The PB-Elect's Press Conference
From Episcopal News Service. I like her answers:
[ENS] Presiding Bishop-elect Katharine Jefferts Schori's vision to lead the Episcopal Church comes straight out of the prophet Isaiah's vision of the reign of God and includes such United Nations Millennium Development Goals (MDGs) as eradicating poverty and hunger.
"The poor are fed, the good news is preached, those who are ostracized and in prison are set free, the blind receive sight," Jefferts Schori said June 18 during her first news conference after her election.
The Presiding Bishop-elect fielded questions on topics as wide-ranging as creationism, human sexuality, her call to the priesthood and why she became an airplane pilot.
Elected to the 2.4 million member church's top post on Father's Day, Jefferts Schori said she became a pilot after her father promised her flying lessons if she completed college. "I flew as recently as last Saturday ... a Cessna 172," she said.
She drew upon her experiences as an oceanographer when asked how she'd reconcile with those who oppose her ordination and episcopate. While researching the living habits of worms, squid, octopus and shrimp 30 years ago, "a cruise captain wouldn't talk to me because I was a woman," she recalled. "That lasted about 15 minutes. We got over it."

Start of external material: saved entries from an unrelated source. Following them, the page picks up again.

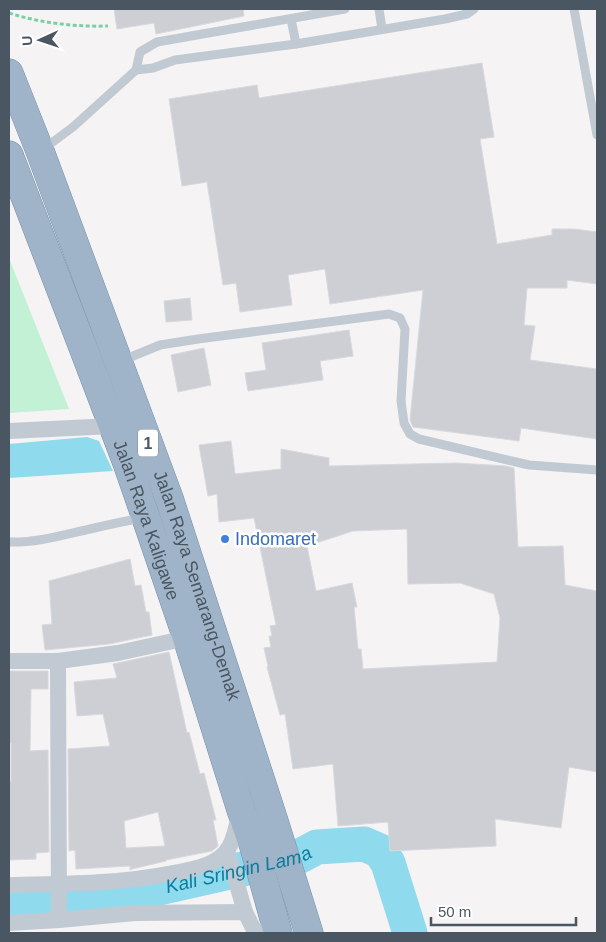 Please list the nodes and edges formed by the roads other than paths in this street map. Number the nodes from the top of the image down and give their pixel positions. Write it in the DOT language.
graph roads {
  1 [pos="345,9"];
  2 [pos="379,9"];
  3 [pos="474,9"];
  4 [pos="574,9"];
  5 [pos="291,19"];
  6 [pos="382,28"];
  7 [pos="296,44"];
  8 [pos="136,70"];
  9 [pos="9,73"];
  10 [pos="597,135"];
  11 [pos="46,147"];
  12 [pos="9,155"];
  13 [pos="128,358"];
  14 [pos="107,426"];
  15 [pos="9,432"];
  16 [pos="597,470"];
  17 [pos="146,518"];
  18 [pos="9,542"];
  19 [pos="187,638"];
  20 [pos="9,661"];
  21 [pos="58,662"];
  22 [pos="237,853"];
  23 [pos="9,885"];
  24 [pos="58,886"];
  25 [pos="245,912"];
  26 [pos="59,916"];
  27 [pos="9,923"];
  28 [pos="265,932"];
  29 [pos="308,933"];
  1 -- 5 [label="lane"];
  2 -- 6 [label="lane"];
  3 -- 6 [label="lane"];
  4 -- 10 [label="lane"];
  5 -- 7 [label="lane"];
  5 -- 8 [label="lane"];
  6 -- 7 [label="lane"];
  7 -- 8 [label="lane"];
  8 -- 11 [label="lane"];
  9 -- 11 [label="highway, Jalan Raya Semarang-Demak / 1"];
  11 -- 13 [label="highway, Jalan Raya Semarang-Demak / 1"];
  12 -- 14 [label="highway, Jalan Raya Kaligawe / 1"];
  13 -- 16 [label="lane"];
  13 -- 29 [label="highway, Jalan Raya Semarang-Demak / 1"];
  14 -- 15 [label="street"];
  14 -- 17 [label="highway, Jalan Raya Kaligawe / 1"];
  17 -- 18 [label="lane"];
  17 -- 19 [label="highway, Jalan Raya Kaligawe / 1"];
  19 -- 21 [label="street"];
  19 -- 22 [label="highway, Jalan Raya Kaligawe / 1"];
  20 -- 21 [label="street"];
  21 -- 24 [label="street"];
  22 -- 24 [label="street"];
  22 -- 25 [label="street"];
  22 -- 28 [label="highway, Jalan Raya Kaligawe / 1"];
  23 -- 24 [label="street"];
  24 -- 26 [label="street"];
  25 -- 26 [label="street"];
  25 -- 28 [label="street"];
  26 -- 27 [label="street"];
}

"My training as a scientist has given me the gift of looking at the world carefully, and investigating. I take delight in the incredible diversity of creation, delighting in the view from several thousand feet above the earth."
When a reporter asked how the "average Anglican who is a black woman under 30, earns two dollars a day and is evangelical," might react to news of her consecration and to her consent to Gene Robinson's consecration, she responded: "If the average Anglican is as you describe, she is dealing with hunger, inadequate housing, unclean water and unavailability of education. Those are the places I would start. The issue of sexuality comes along much higher on the hierarchy of needs."

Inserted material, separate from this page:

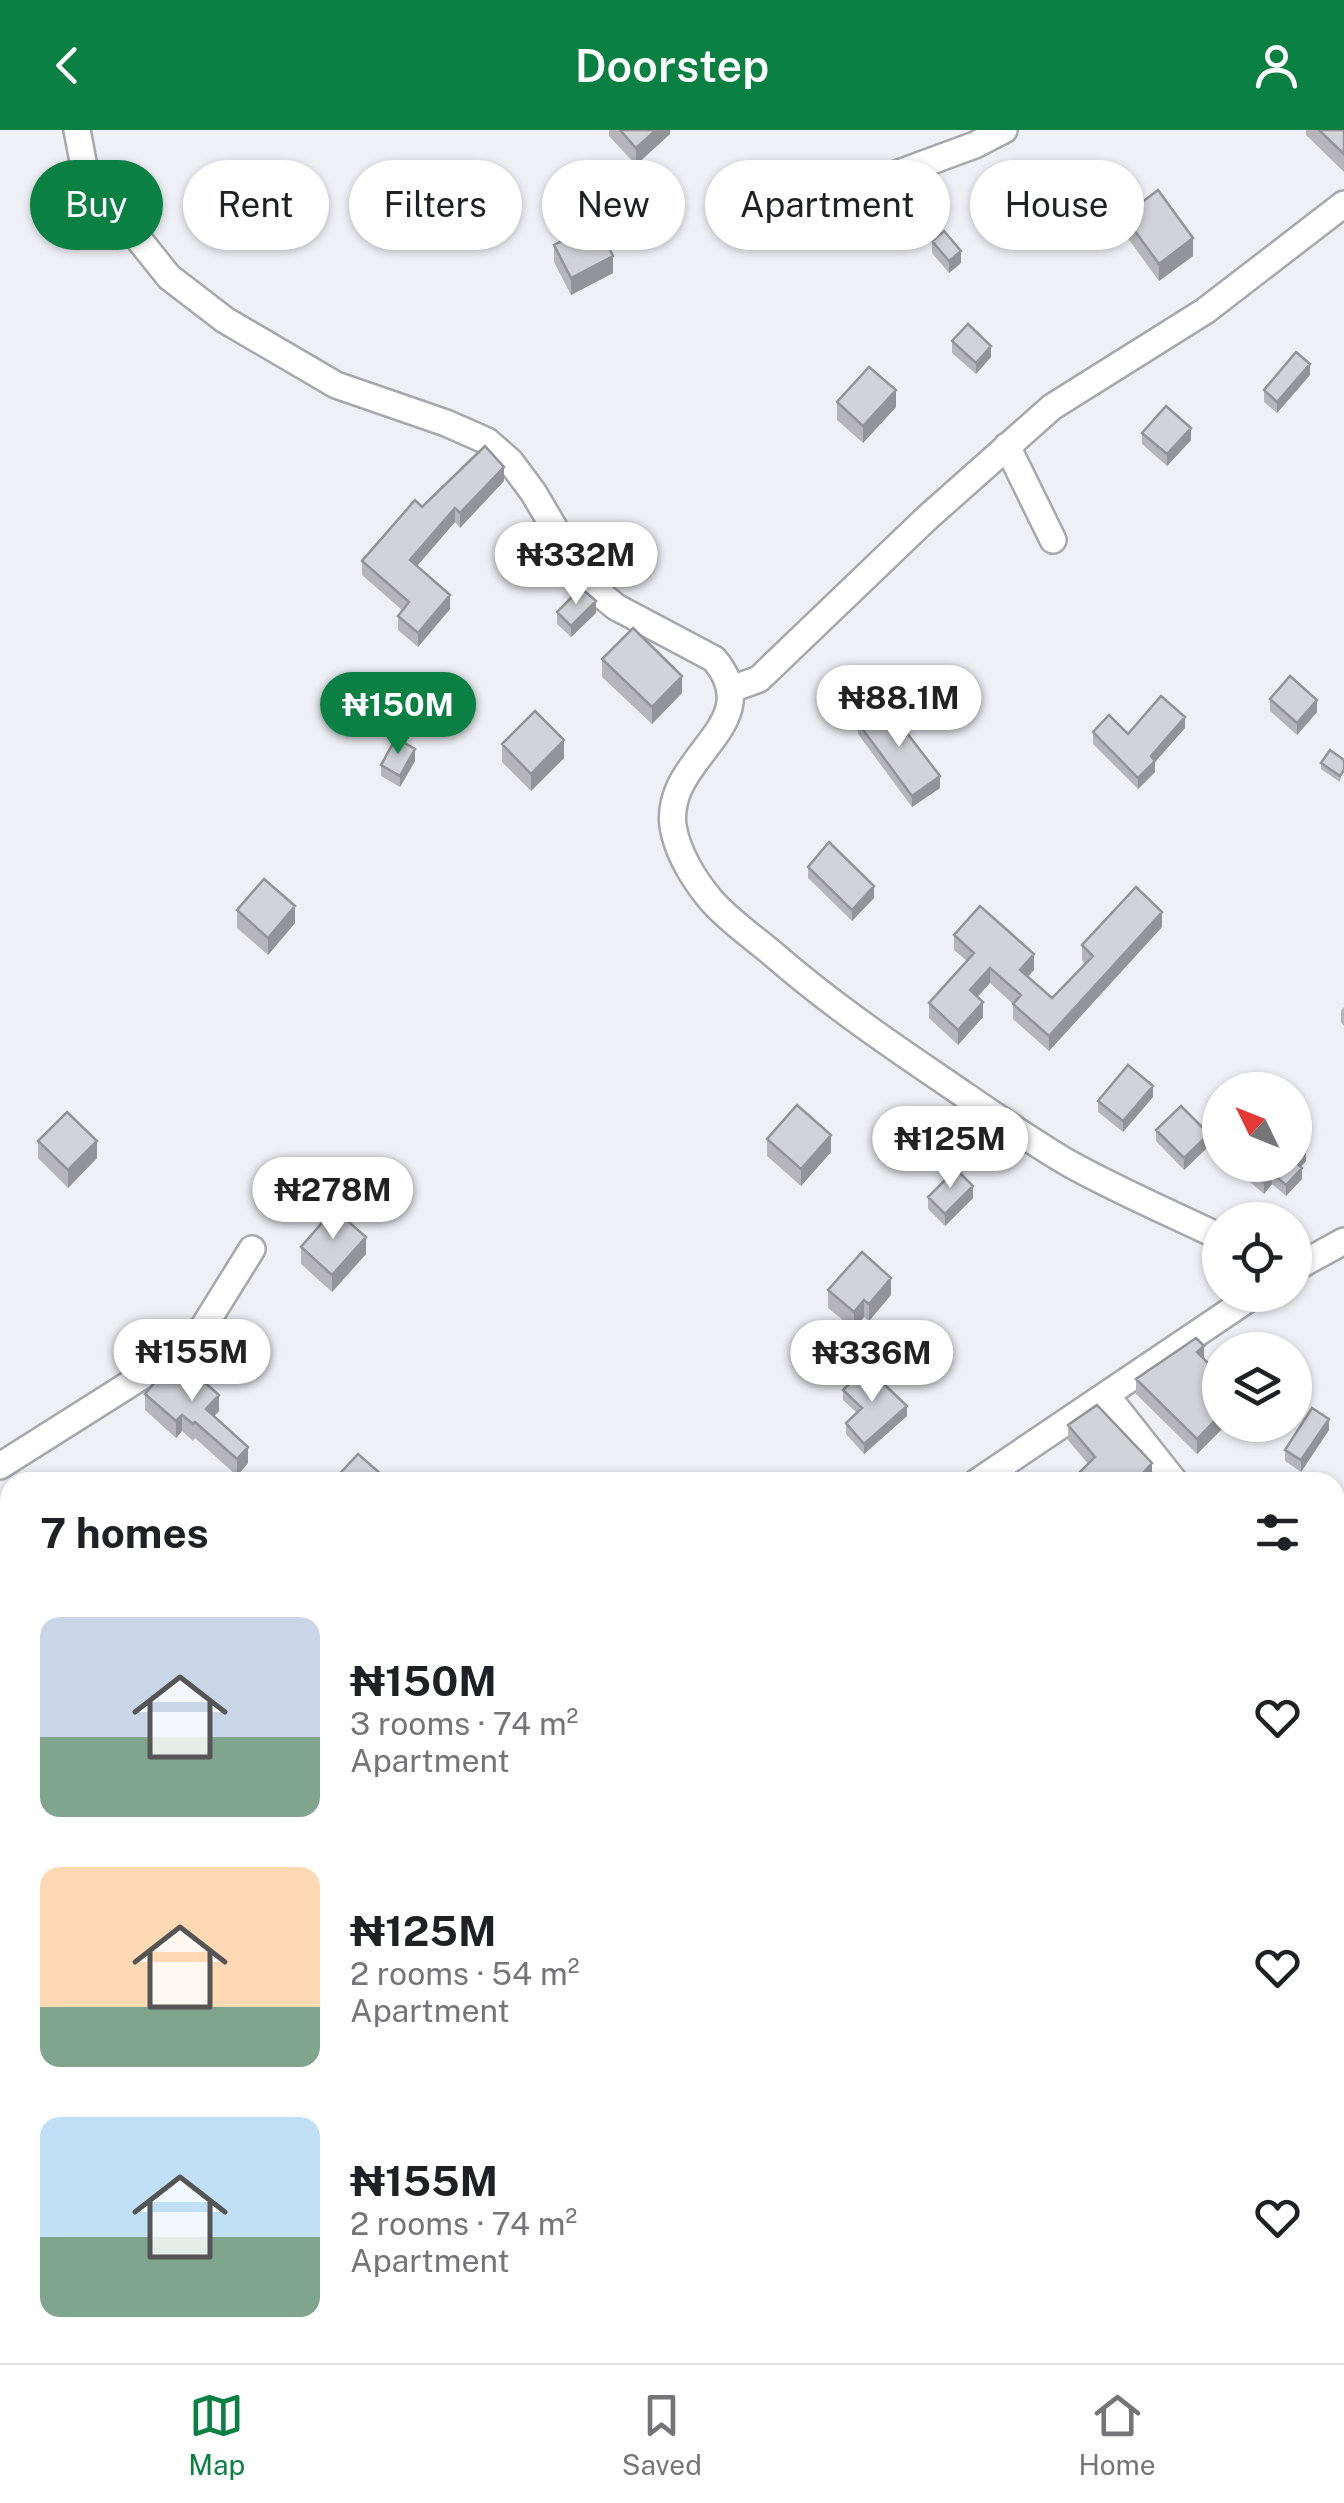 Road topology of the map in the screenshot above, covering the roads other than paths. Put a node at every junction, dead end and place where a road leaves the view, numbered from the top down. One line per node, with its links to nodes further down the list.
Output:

About creationism and evolution, she said: "Evolution most definitely should be taught in school. It's a well-tested premise and the best model that fits the data available. Creationism can't make that claim. I believe in the creeds. They say God created the world, but they don't say how."
About homosexuality, she said: "I believe that God welcomes all to his table, those who agree and those who disagree. The Episcopal Church always has been a strong voice for including a variety of opinions; the marginalized are welcomed at the table."